I pick up my old coffee cup and take a sip.
It tastes of peat, ashes, and salt, and burns my lip.

Friday, February 27, 2015

Ascending and Descending (Escher), Sonnet #231

I grew up in the old stone house of sleep.
I'd sit on the top step of the entrance
And dream mazes of stair, of room, and floor,
My youth's slumber oblivious and deep.
Growing older, seeking a deeper trance,
I entered the house through the basement door
Where myriad doorless, high ceilinged rooms,
All windowless, lead me onto the roof,
My mind alight like pyrotechnic blooms.
There 25 me's, robotic, aloof,
Marched up and down and up maniac stairs,
Marched pair by pair by pair by pair by pair,
Never, never arriving anywhere,
Unblinking, blind with insomniac stares.

Thursday, February 19, 2015

The Shell (Odilon Redon), Sonnet #230

Found empty on beaches, a snail's life's completion,
(But for the occasional hermit crab squatting),
The record of years of unconscious secretion,
Like an old oak tree's sawed rings, without rotting.
The exterior is rough and pointed, lining
As smooth as fired glaze, lucent, roseate, shining.
Pick one up and look deeper inside than you can.
All forgotten dreams fit snugly in living shell.
Ear-worms of time sing from the conch's well
And whisper secrets of the universe's plan.
(It's only the echo of the blood in your brain,
They say, or the pounding of the bounding main.)
The conch is -- we can reach inside, attempt to seize
Its mind.
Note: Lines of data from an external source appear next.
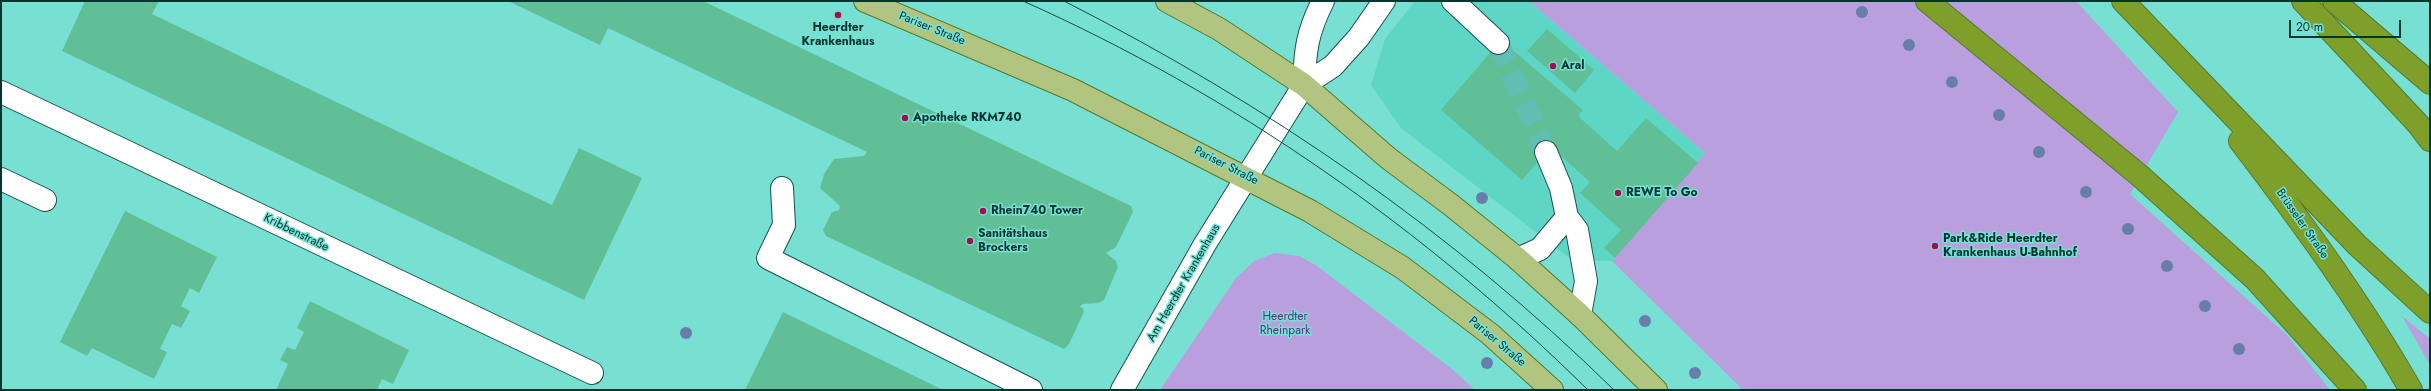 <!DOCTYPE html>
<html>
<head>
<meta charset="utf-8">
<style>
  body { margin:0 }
  #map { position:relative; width:2431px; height:391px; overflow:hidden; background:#77e0d2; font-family:Jost,sans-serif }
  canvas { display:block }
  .frame { position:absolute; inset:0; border:2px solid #033530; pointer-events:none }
  .scale { position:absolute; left:2289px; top:20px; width:112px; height:18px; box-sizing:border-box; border:2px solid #033530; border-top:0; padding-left:5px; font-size:12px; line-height:14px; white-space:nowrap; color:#033530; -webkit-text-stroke:3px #77e0d2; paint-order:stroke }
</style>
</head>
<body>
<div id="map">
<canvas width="2431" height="391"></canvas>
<div class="frame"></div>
<div class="scale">20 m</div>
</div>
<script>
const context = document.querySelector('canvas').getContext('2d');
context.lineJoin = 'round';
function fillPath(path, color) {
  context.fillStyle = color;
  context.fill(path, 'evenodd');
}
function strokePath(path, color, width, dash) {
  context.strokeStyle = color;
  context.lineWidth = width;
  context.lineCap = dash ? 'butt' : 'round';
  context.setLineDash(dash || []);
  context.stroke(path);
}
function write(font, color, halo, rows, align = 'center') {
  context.font = font + ' Jost,sans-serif';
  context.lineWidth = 3;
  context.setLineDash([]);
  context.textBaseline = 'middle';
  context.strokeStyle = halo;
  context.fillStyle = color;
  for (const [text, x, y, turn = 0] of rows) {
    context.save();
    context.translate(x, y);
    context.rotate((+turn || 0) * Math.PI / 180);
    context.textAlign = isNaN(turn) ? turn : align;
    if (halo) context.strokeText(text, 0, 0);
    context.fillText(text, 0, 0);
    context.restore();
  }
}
const built = new Path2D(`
  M1415 1H1529L1705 153 1612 261 1572 260 1401 128 1371 85 1385 39Z`);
const green = new Path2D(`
  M1529 1H2076L2178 112 2130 194 2287 335 2330 390H1743L1612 261 1705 153Z
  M1275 253 1299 256 1317 266 1452 369 1475 390H1160L1236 278 1254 261Z
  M2402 316 2430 339V365Z`);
const building = new Path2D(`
  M85 1H159L152 14 552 205 579 148 642 178 584 300 62 51Z
  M508 1H703L1131 206 1133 212 1116 247 1106 253 1116 261 1118 267 1104 300 1098 303 1082 304 1080 307 1083 308 1084 312 1069 344 1064 349 826 236 823 230 832 212 839 210 840 206 820 188 824 174 834 159 864 156 867 152 608 28 600 45Z
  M1547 29 1594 70 1575 93 1527 51Z
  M1501 40 1583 110 1578 116 1617 151 1646 118 1698 163 1615 258 1604 248 1621 230 1580 193 1590 182 1551 147 1522 180 1441 110Z
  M125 211 217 257 199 293 190 288 181 306 190 311 181 328 172 324 160 349 167 352 154 379 92 348 87 356 60 342Z
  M310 301 409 350 393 384 382 379 377 390H276L288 364 280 360 287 347 295 350 304 332 297 328Z
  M783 312 855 347 943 390H745Z`);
const minorTunnel = new Path2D(`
  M1498 43 1546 152`);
const minor = new Path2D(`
  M1453 1 1498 43
  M1304 85C1305 50 1307 33 1323 1
  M1 92 592 373
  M1546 152 1561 188 1567 217 1577 230 1586 281 1580 315
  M1 179 45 200
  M782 188 784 225 768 258 1031 390
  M1518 259 1540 249 1567 217
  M1122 390 1205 244 1304 85 1333 66 1359 37 1384 1`);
const major = new Path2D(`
  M865 1 1073 90 1310 211 1403 268 1490 334 1552 390
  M1167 1 1219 29 1304 85 1388 158 1451 205 1518 259 1580 315 1656 390`);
const highway = new Path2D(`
  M1927 1 2139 175 2255 279 2355 390
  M2123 1 2357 245 2430 312
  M2303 1 2418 124 2430 140
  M2334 1 2430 83
  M2240 141C2301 221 2361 303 2411 390`);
const tram = new Path2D(`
  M1023 1C1232 94 1426 230 1588 390
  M1064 1C1268 105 1451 230 1614 390`);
const trees = [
  [1862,12],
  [1909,45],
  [1952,82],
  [1999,115],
  [2039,152],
  [2086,192],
  [1482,198],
  [2128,229],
  [2167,266],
  [2205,306],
  [1645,321],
  [686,333],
  [2239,349],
  [1487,363],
  [1695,373]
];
const markers = [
  [838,15,4,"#a30e4e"],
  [1553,66,4,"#a30e4e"],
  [905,118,4,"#a30e4e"],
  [1618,193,4,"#a30e4e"],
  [983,211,4,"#a30e4e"],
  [970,241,4,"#a30e4e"],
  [1935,246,4,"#a30e4e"]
];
const poiNames = [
  ["Heerdter",838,28,"center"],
  ["Krankenhaus",838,42,"center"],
  ["Aral",1561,66],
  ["Apotheke RKM740",913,118],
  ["REWE To Go",1626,193],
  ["Rhein740 Tower",991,211],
  ["Sanitätshaus",978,234],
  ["Brockers",978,248],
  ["Park&Ride Heerdter",1943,239],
  ["Krankenhaus U-Bahnhof",1943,253]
];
const streetNames = [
  ["Pariser Straße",932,29,22],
  ["Pariser Straße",1226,166,27],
  ["Brüsseler Straße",2302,224,55],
  ["Kribbenstraße",296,233,26],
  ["Am Heerdter Krankenhaus",1184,283,-60],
  ["Pariser Straße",1497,342,40]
];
const parkNames = [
  ["Heerdter",1285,317],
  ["Rheinpark",1285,331]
];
fillPath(built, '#5ed6c6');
fillPath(green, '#ba9fdf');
fillPath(building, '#60bf96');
strokePath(minorTunnel, '#60beb2', 22, [22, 11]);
strokePath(minor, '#18534b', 24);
strokePath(major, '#547a2d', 24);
strokePath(highway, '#547a2d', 24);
strokePath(minor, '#fff', 22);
strokePath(major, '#b2c580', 22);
strokePath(highway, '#7f9f2b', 22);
strokePath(tram, '#144e47', 1);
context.fillStyle = '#677fa8';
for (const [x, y] of trees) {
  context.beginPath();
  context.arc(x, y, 6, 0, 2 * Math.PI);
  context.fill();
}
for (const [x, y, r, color] of markers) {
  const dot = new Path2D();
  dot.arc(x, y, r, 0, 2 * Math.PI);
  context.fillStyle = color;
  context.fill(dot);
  strokePath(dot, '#77e0d2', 1.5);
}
write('bold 12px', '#033530', '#77e0d2', poiNames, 'left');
write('12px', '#033530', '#77e0d2', streetNames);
write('12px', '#5a2f85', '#77e0d2', parkNames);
</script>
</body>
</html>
We can also try to swallow the seas.

Friday, February 13, 2015

War (Rousseau), Sonnet #229

Nations fight War because they have no choice.
Men silence with bomb, rifle, and the sword,
Trying to bury Death's insistent voice
(Though a command is just War's godlike word).
By killing each other men will kill War,
At least that's what they're told by king and czar,
Emperor, minister, and president.
A doctor, my dad had to shoot a man,
A "Jap" who burst into his patients' tent.
War keened, "First, do harm!" as the man's blood ran.
We are all divided into two camps,
Those who fight a war and those who do not.
War offers the latter up to his champs,
Then rallies them all toward riot and rot.